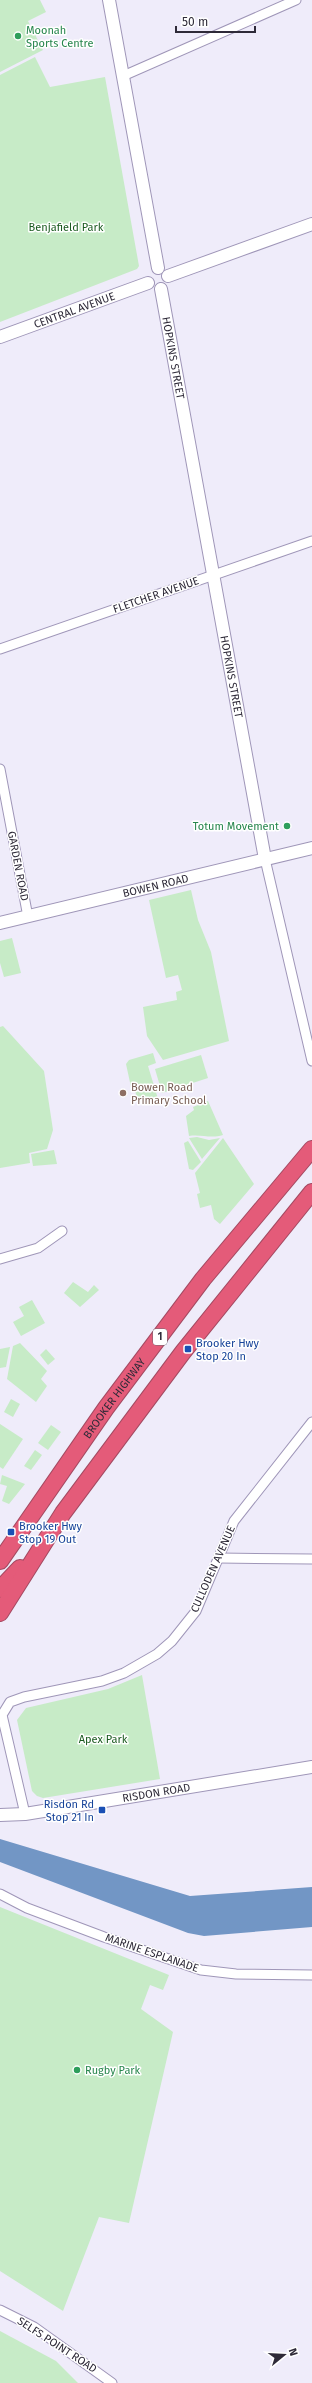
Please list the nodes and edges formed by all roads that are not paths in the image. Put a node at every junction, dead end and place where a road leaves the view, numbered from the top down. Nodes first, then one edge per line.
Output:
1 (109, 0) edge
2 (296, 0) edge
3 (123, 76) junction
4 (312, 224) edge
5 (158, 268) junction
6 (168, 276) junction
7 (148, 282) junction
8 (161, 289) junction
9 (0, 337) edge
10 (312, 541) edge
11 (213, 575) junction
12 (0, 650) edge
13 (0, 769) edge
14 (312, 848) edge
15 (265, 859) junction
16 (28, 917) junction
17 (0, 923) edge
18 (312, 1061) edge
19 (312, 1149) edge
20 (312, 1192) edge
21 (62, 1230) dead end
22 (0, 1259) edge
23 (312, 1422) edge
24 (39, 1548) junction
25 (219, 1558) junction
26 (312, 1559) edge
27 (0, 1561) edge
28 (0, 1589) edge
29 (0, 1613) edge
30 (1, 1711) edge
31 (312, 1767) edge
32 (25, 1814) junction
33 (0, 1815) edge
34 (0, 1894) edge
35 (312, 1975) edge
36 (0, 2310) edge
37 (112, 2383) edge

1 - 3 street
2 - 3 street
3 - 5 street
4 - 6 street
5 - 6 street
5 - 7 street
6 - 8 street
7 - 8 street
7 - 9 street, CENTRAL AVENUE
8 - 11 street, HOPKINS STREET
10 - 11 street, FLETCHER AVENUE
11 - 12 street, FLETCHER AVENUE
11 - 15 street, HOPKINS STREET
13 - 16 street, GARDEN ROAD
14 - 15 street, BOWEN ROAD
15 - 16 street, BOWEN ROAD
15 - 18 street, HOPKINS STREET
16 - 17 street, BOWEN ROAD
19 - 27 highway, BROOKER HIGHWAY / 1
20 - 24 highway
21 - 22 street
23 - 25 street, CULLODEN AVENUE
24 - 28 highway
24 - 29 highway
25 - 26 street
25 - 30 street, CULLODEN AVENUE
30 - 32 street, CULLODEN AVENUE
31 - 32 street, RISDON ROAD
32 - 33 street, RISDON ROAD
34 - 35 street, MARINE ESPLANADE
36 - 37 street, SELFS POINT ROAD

__WHAT THE EXERCISE ASKS__.
Where a line in the records above contains the string "RISDON", copy that line.

__RESPONSE BOX__.
31 - 32 street, RISDON ROAD
32 - 33 street, RISDON ROAD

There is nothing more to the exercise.